Diante dos resultados, a SPTRS, junto à Sociedade de Cirurgia Torácica do RS, planeja iniciar uma campanha para conscientizar mais a população sobre os riscos do uso desses dispositivos. Uma das ações previstas é visitar escolas, com o objetivo de conversar e alertar os jovens.
"Defendemos que tenha uma regra", diz conselheiro da Abifumo
O atual cenário brasileiro também preocupa o setor tabagista, conforme o conselheiro da Associação Brasileira da Indústria do Fumo (Abifumo) e diretor de assuntos científicos e regulatórios da BAT Brasil, Lauro Anhezini Junior. Isso porque os representantes da área consideram que a falta de regulamentação expõe os consumidores a produtos piores do que o cigarro convencional, que causam hospitalizações e problemas de saúde.
De acordo com o conselheiro, a ideia é que os produtos regulamentados sejam destinados a adultos que queiram manter o consumo de nicotina, utilizando dispositivos que ofereçam menor risco — algo que já foi comprovado cientificamente pelos países que autorizam o uso.

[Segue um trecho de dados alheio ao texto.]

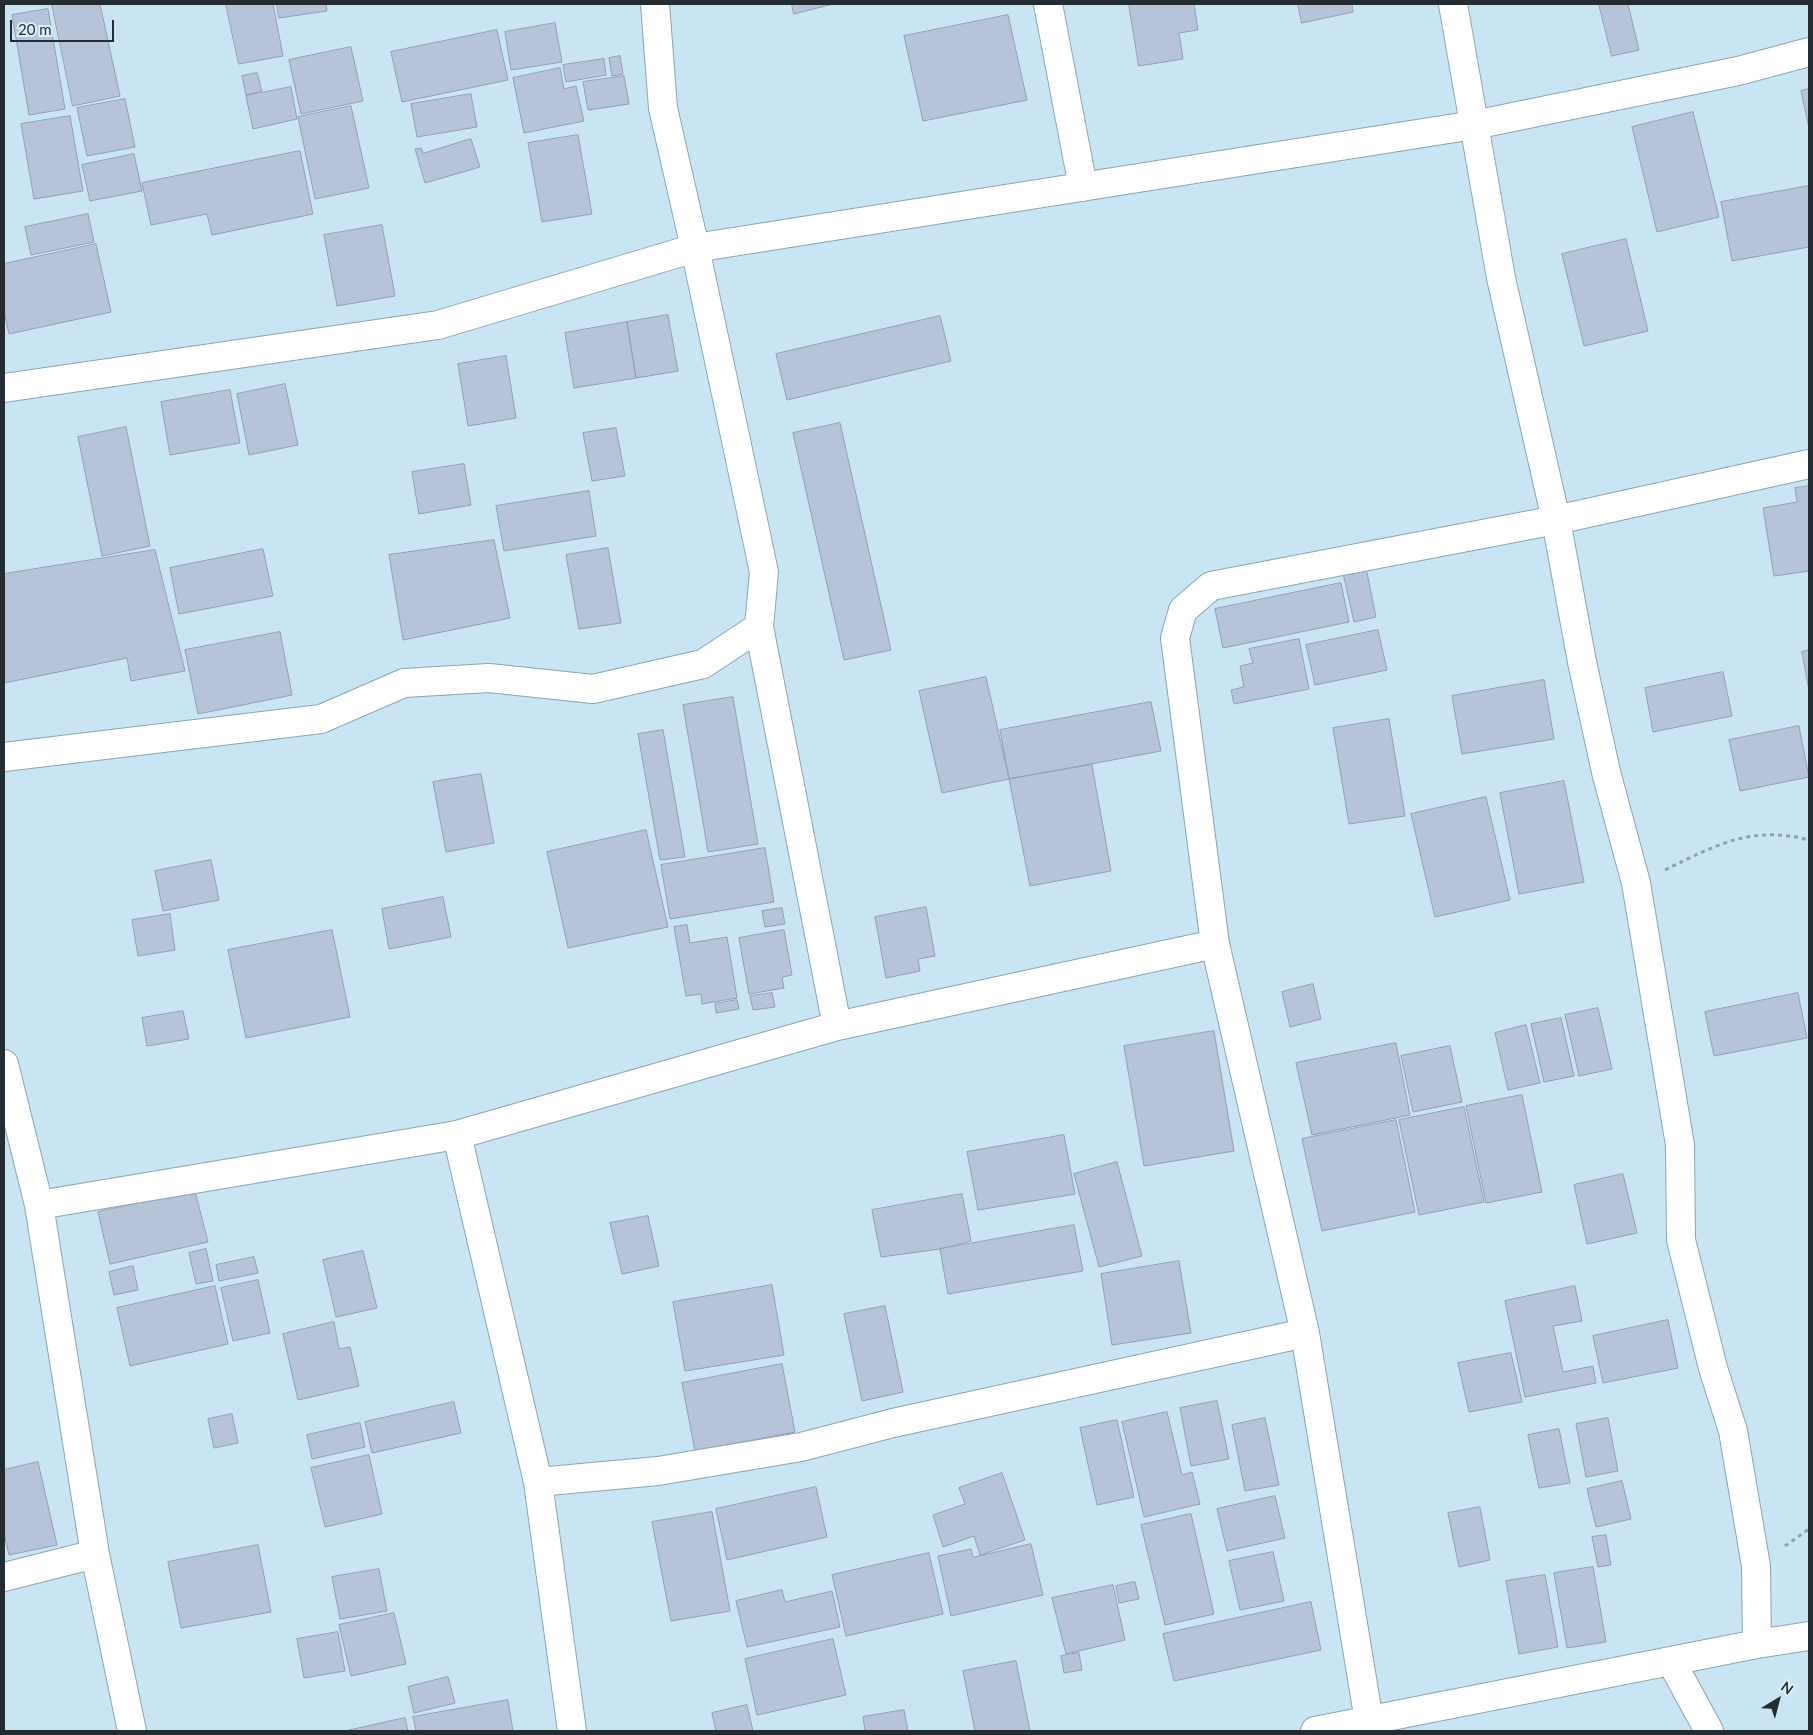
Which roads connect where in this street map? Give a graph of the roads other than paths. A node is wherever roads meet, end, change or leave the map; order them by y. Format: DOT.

Anhezini afirma que os cigarros eletrônicos autorizados em outras nações são diferentes daqueles que existem no Brasil atualmente e têm uma quantidade de nicotina muito alta, sendo mais maléficos do que o convencional.
— Faz menos mal quando é regulado, porque é um produto diferente. No Reino Unido, que tem legislação, o limite é de 20 miligramas de nicotina por cigarro eletrônico. Aqui no Brasil, pode comprar em qualquer lugar com até 50 miligramas. O produto que temos hoje no Brasil não deveria existir. Estamos de acordo com as preocupações das comunidades médicas, mas não concordamos com a solução de ignorar e não criar uma regra.

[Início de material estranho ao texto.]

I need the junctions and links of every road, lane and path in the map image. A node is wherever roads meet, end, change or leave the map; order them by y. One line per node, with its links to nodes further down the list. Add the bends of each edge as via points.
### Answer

Na visão do conselheiro, a regulamentação também cumpre o papel de inibir o consumo entre os jovens, já que o produto deve ser destinado somente a maiores de 18 anos. Lauro acrescenta, ainda, que há uma redução do risco à saúde quando os dispositivos seguem um padrão sanitário, com limite de nicotina estabelecido e malefícios devidamente informados nas embalagens.
— Defendemos que tenha uma regra. Temos que trazer para o Brasil o que tem em outros países, com padrão de segurança e qualidade. Produtos voltados para adultos, que tenham como finalidade que o adulto faça uma transição de um produto de alto risco, que é o cigarro convencional, para um de menor risco, que é o eletrônico — destaca.